Given a register of 4 bytes (or 16 for SIMD), there has to be an efficient way to sort the bytes in-register with a few instructions.
Thanks in advance.
Look up an efficient sorting network for N = the number of bytes you care about (4 or 16). Convert that to a sequence of compare and exchange instructions. (For N=16 that'll be more than 'a few', though.)
Found it! It's in the 2007 paper "Using SIMD Registers and Instructions to Enable Instruction-Level Parallelism in Sorting Algorithms" by Furtak, Amaral, and Niewiadomski. Section 4.
It uses 4 SSE registers, has 12 steps, and runs in 19 instructions including load and store.
The same paper has some excellent work on dynamically making sorting networks with SIMD.
To speed up sorting of strings, I ended up packing 7 bytes per double and sorting (ranking) an array of 16 doubles in SSE2, using bitonic sort to create two runs of 8, and a binary merge to merge the two runs. You can see the first part here http://mischasan.wordpress.com/2011/07/29/okay-one-more-poke-at-sse2-sorting-doubles/ (asm) and here http://mischasan.wordpress.com/2011/09/02/update-on-bitonic-sse2-sort-of-16-doubles/ (C), and the bitonic merge step (if you want to go SSE all the way) here: http://mischasan.wordpress.com/2012/11/04/sse2-odd-even-merge-the-last-step-in-sorting/ . I replaced the insertion sort at the bottom of qsort with this sort, and it's about 5 times as fast as straight qsort. HTH
I hadn't seen the UofA paper; the bitonic logic is from old school (CTM) GPGPU programming.

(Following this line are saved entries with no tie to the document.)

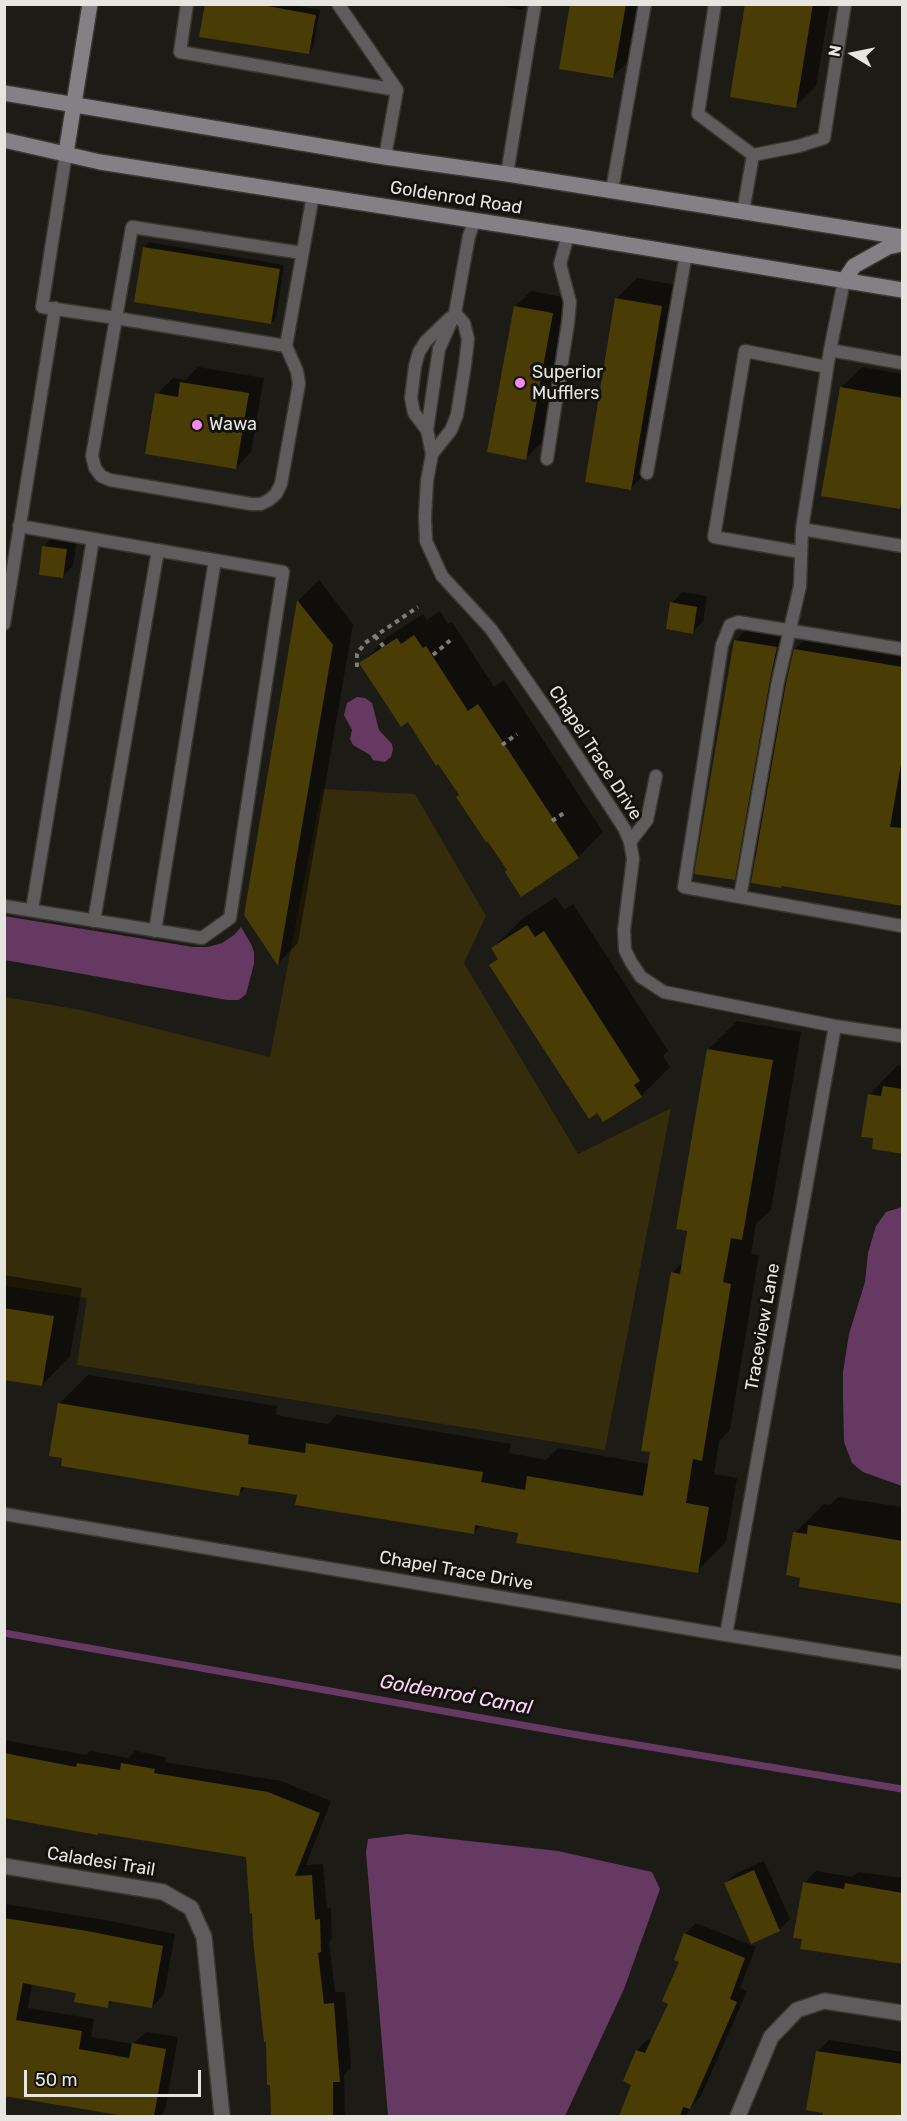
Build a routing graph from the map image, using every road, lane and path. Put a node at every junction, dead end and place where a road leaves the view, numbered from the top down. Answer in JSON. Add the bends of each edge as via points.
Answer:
{"nodes":[{"id":1,"x":90,"y":4,"type":"edge"},
{"id":2,"x":187,"y":4,"type":"edge"},
{"id":3,"x":338,"y":4,"type":"edge"},
{"id":4,"x":535,"y":4,"type":"edge"},
{"id":5,"x":645,"y":4,"type":"edge"},
{"id":6,"x":715,"y":4,"type":"edge"},
{"id":7,"x":845,"y":4,"type":"edge"},
{"id":8,"x":397,"y":90,"type":"junction"},
{"id":9,"x":4,"y":93,"type":"edge"},
{"id":10,"x":73,"y":106,"type":"junction"},
{"id":11,"x":4,"y":140,"type":"edge"},
{"id":12,"x":66,"y":153,"type":"junction"},
{"id":13,"x":753,"y":154,"type":"junction"},
{"id":14,"x":385,"y":157,"type":"junction"},
{"id":15,"x":507,"y":174,"type":"junction"},
{"id":16,"x":612,"y":190,"type":"junction"},
{"id":17,"x":313,"y":195,"type":"junction"},
{"id":18,"x":743,"y":212,"type":"junction"},
{"id":19,"x":474,"y":222,"type":"junction"},
{"id":20,"x":568,"y":235,"type":"junction"},
{"id":21,"x":903,"y":237,"type":"edge"},
{"id":22,"x":903,"y":244,"type":"edge"},
{"id":23,"x":302,"y":253,"type":"junction"},
{"id":24,"x":686,"y":254,"type":"junction"},
{"id":25,"x":844,"y":281,"type":"junction"},
{"id":26,"x":903,"y":290,"type":"edge"},
{"id":27,"x":55,"y":308,"type":"junction"},
{"id":28,"x":455,"y":313,"type":"junction"},
{"id":29,"x":116,"y":318,"type":"junction"},
{"id":30,"x":286,"y":346,"type":"junction"},
{"id":31,"x":830,"y":350,"type":"junction"},
{"id":32,"x":903,"y":363,"type":"edge"},
{"id":33,"x":827,"y":367,"type":"junction"},
{"id":34,"x":427,"y":430,"type":"junction"},
{"id":35,"x":432,"y":454,"type":"junction"},
{"id":36,"x":547,"y":459,"type":"dead end"},
{"id":37,"x":647,"y":473,"type":"dead end"},
{"id":38,"x":19,"y":526,"type":"junction"},
{"id":39,"x":802,"y":529,"type":"junction"},
{"id":40,"x":93,"y":539,"type":"junction"},
{"id":41,"x":903,"y":546,"type":"edge"},
{"id":42,"x":158,"y":550,"type":"junction"},
{"id":43,"x":800,"y":552,"type":"junction"},
{"id":44,"x":215,"y":560,"type":"junction"},
{"id":45,"x":418,"y":607,"type":"dead end"},
{"id":46,"x":4,"y":624,"type":"edge"},
{"id":47,"x":790,"y":629,"type":"junction"},
{"id":48,"x":375,"y":636,"type":"junction"},
{"id":49,"x":453,"y":638,"type":"dead end"},
{"id":50,"x":384,"y":647,"type":"dead end"},
{"id":51,"x":903,"y":649,"type":"edge"},
{"id":52,"x":433,"y":655,"type":"dead end"},
{"id":53,"x":357,"y":667,"type":"dead end"},
{"id":54,"x":517,"y":734,"type":"dead end"},
{"id":55,"x":502,"y":745,"type":"dead end"},
{"id":56,"x":656,"y":776,"type":"dead end"},
{"id":57,"x":567,"y":811,"type":"dead end"},
{"id":58,"x":552,"y":821,"type":"dead end"},
{"id":59,"x":630,"y":842,"type":"junction"},
{"id":60,"x":740,"y":897,"type":"junction"},
{"id":61,"x":4,"y":906,"type":"edge"},
{"id":62,"x":32,"y":910,"type":"junction"},
{"id":63,"x":94,"y":921,"type":"junction"},
{"id":64,"x":903,"y":926,"type":"edge"},
{"id":65,"x":155,"y":931,"type":"junction"},
{"id":66,"x":835,"y":1026,"type":"junction"},
{"id":67,"x":903,"y":1036,"type":"edge"},
{"id":68,"x":4,"y":1514,"type":"edge"},
{"id":69,"x":726,"y":1635,"type":"junction"},
{"id":70,"x":903,"y":1663,"type":"edge"},
{"id":71,"x":4,"y":1866,"type":"edge"},
{"id":72,"x":903,"y":2013,"type":"edge"},
{"id":73,"x":222,"y":2116,"type":"edge"},
{"id":74,"x":738,"y":2116,"type":"edge"}],
"edges":[{"from":1,"to":10,"type":"main road"},
{"from":2,"to":8,"type":"lane","via":[[180,52]]},
{"from":3,"to":8,"type":"lane"},
{"from":4,"to":15,"type":"lane"},
{"from":5,"to":16,"type":"lane"},
{"from":6,"to":13,"type":"lane","via":[[698,114]]},
{"from":7,"to":13,"type":"lane","via":[[824,138]]},
{"from":8,"to":14,"type":"lane"},
{"from":9,"to":10,"type":"main road","name":"Goldenrod Road"},
{"from":10,"to":12,"type":"main road"},
{"from":10,"to":14,"type":"main road","name":"Goldenrod Road"},
{"from":11,"to":12,"type":"main road","name":"Goldenrod Road"},
{"from":12,"to":17,"type":"main road","name":"Goldenrod Road","via":[[100,162]]},
{"from":12,"to":27,"type":"lane","via":[[42,306]]},
{"from":13,"to":18,"type":"lane"},
{"from":14,"to":15,"type":"main road","name":"Goldenrod Road"},
{"from":15,"to":16,"type":"main road","name":"Goldenrod Road"},
{"from":16,"to":18,"type":"main road","name":"Goldenrod Road"},
{"from":17,"to":19,"type":"main road","name":"Goldenrod Road"},
{"from":17,"to":23,"type":"lane"},
{"from":18,"to":21,"type":"main road","name":"Goldenrod Road"},
{"from":19,"to":20,"type":"main road","name":"Goldenrod Road"},
{"from":19,"to":28,"type":"lane","name":"Chapel Trace Drive"},
{"from":20,"to":24,"type":"main road","name":"Goldenrod Road"},
{"from":20,"to":36,"type":"lane","via":[[561,264],[570,302]]},
{"from":22,"to":25,"type":"main road","via":[[888,247],[854,266]]},
{"from":23,"to":29,"type":"lane","via":[[132,227]]},
{"from":23,"to":30,"type":"lane"},
{"from":24,"to":25,"type":"main road","name":"Goldenrod Road"},
{"from":24,"to":37,"type":"lane"},
{"from":25,"to":26,"type":"main road","name":"Goldenrod Road"},
{"from":25,"to":31,"type":"lane"},
{"from":27,"to":29,"type":"lane"},
{"from":27,"to":38,"type":"lane"},
{"from":28,"to":34,"type":"lane","name":"Chapel Trace Drive","via":[[439,349]]},
{"from":28,"to":34,"type":"lane","name":"Chapel Trace Drive","via":[[426,341],[415,366],[411,398],[414,413]]},
{"from":28,"to":35,"type":"lane","name":"Chapel Trace Drive","via":[[464,323],[468,339],[464,375],[451,430]]},
{"from":29,"to":30,"type":"lane"},
{"from":29,"to":30,"type":"lane","via":[[92,456],[95,468],[110,480],[251,504],[269,500],[281,484],[299,384]]},
{"from":31,"to":32,"type":"lane"},
{"from":31,"to":33,"type":"lane"},
{"from":33,"to":39,"type":"lane"},
{"from":33,"to":43,"type":"lane","via":[[745,351],[714,537]]},
{"from":34,"to":35,"type":"lane","name":"Chapel Trace Drive"},
{"from":35,"to":59,"type":"lane","name":"Chapel Trace Drive","via":[[424,517],[426,541],[442,576],[504,647]]},
{"from":38,"to":40,"type":"lane"},
{"from":38,"to":46,"type":"lane"},
{"from":39,"to":41,"type":"lane"},
{"from":39,"to":43,"type":"lane"},
{"from":40,"to":42,"type":"lane"},
{"from":40,"to":62,"type":"lane"},
{"from":42,"to":44,"type":"lane"},
{"from":42,"to":63,"type":"lane"},
{"from":43,"to":47,"type":"lane","via":[[800,586]]},
{"from":44,"to":65,"type":"lane"},
{"from":44,"to":65,"type":"lane","via":[[283,572],[230,918],[202,938]]},
{"from":45,"to":48,"type":"path"},
{"from":47,"to":51,"type":"lane"},
{"from":47,"to":60,"type":"lane"},
{"from":47,"to":60,"type":"lane","via":[[738,622],[730,625],[722,645],[684,887]]},
{"from":48,"to":50,"type":"path"},
{"from":48,"to":53,"type":"path","via":[[357,654]]},
{"from":49,"to":52,"type":"path"},
{"from":54,"to":55,"type":"path"},
{"from":56,"to":59,"type":"lane","via":[[647,820]]},
{"from":57,"to":58,"type":"path"},
{"from":59,"to":66,"type":"lane","name":"Chapel Trace Drive","via":[[633,858],[625,950],[641,977],[664,992]]},
{"from":60,"to":64,"type":"lane"},
{"from":61,"to":62,"type":"lane"},
{"from":62,"to":63,"type":"lane"},
{"from":63,"to":65,"type":"lane"},
{"from":66,"to":67,"type":"lane","name":"Chapel Trace Drive"},
{"from":66,"to":69,"type":"lane","name":"Traceview Lane"},
{"from":68,"to":69,"type":"lane","name":"Chapel Trace Drive"},
{"from":69,"to":70,"type":"lane","name":"Chapel Trace Drive"},
{"from":71,"to":73,"type":"street","name":"Caladesi Trail","via":[[163,1892],[191,1908],[204,1937]]},
{"from":72,"to":74,"type":"street","via":[[824,2001],[797,2010],[771,2037]]}]}
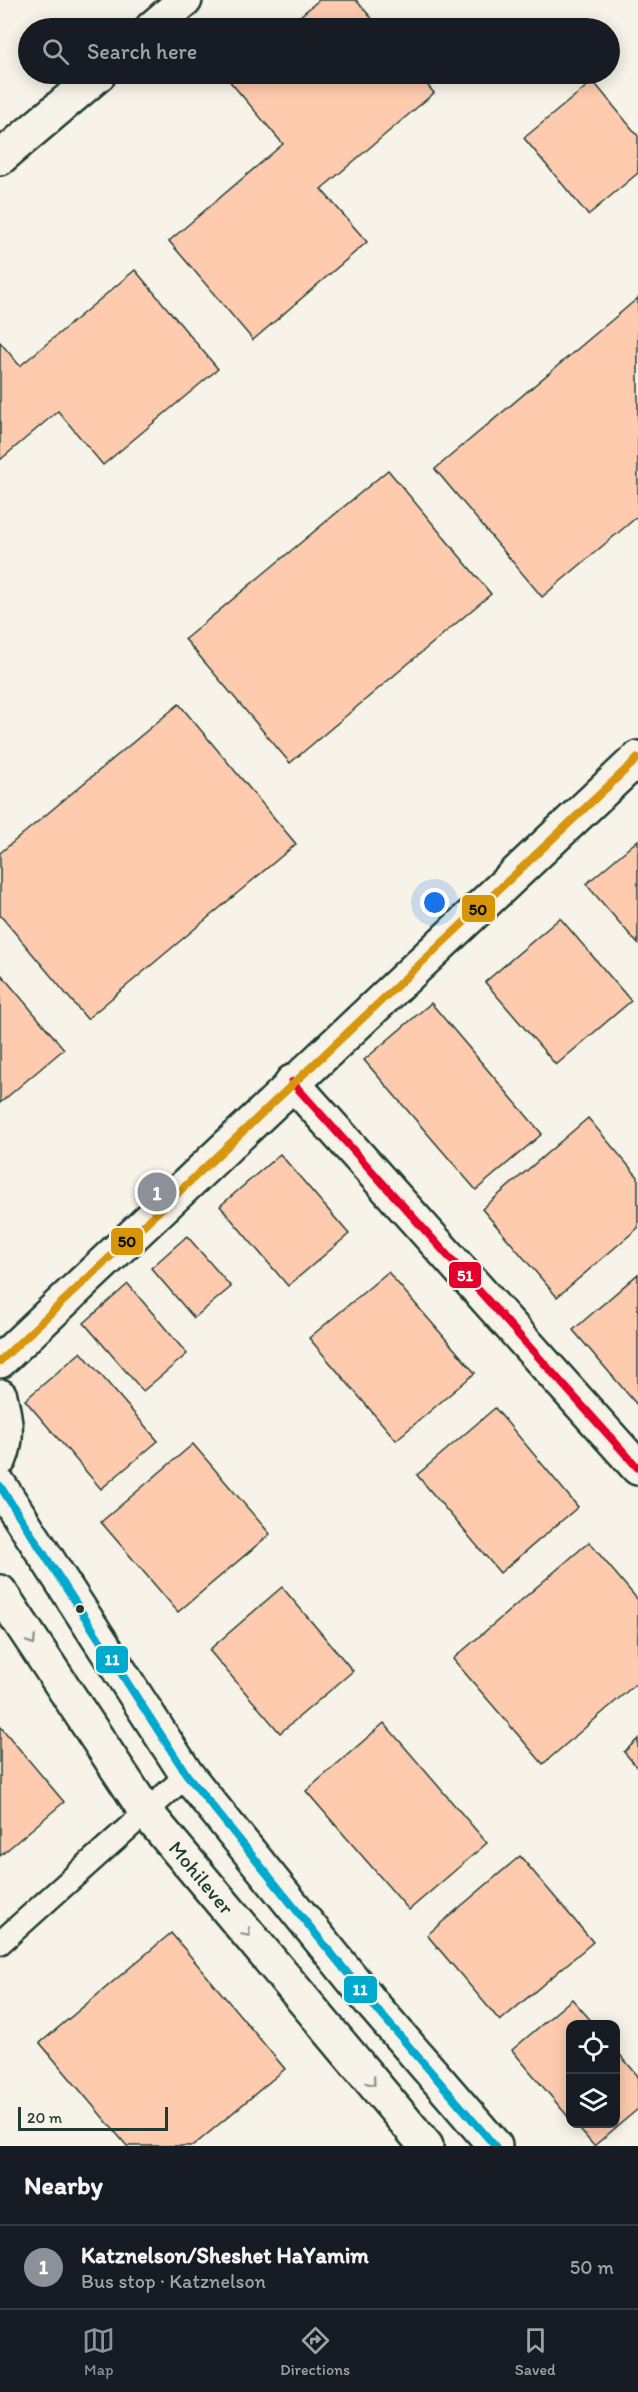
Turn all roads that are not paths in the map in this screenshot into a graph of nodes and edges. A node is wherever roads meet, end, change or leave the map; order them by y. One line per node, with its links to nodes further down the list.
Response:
1 (185, 0): 2 (street)
2 (164, 18)
3 (87, 84): 4 (street)
4 (0, 158)
5 (638, 758): 6 (street)
6 (292, 1082): 7 (street); 10 (street)
7 (0, 1360)
8 (0, 1396): 9 (street)
9 (0, 1459)
10 (638, 1468)
11 (0, 1486): 13 (street)
12 (0, 1592): 14 (street, Mohilever, one-way to 14)
13 (187, 1775): 14 (lane); 17 (street)
14 (146, 1812): 15 (lane); 16 (street, Mohilever, one-way to 16)
15 (0, 1943)
16 (426, 2146)
17 (495, 2146)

Sorry about the embedded link strings; I don't know how to add clickable links in comments stackoverflow.
All sorting algorithms require "swapping" values from one place to another. Since you're talking about a literal CPU register, that means any sort would need another register to use as a temporary place to hold the bytes being swapped.
I've never seen a chip with a built-in method for sorting bytes within a register. Not saying it hasn't been done, but I can't think of many uses for such an instruction.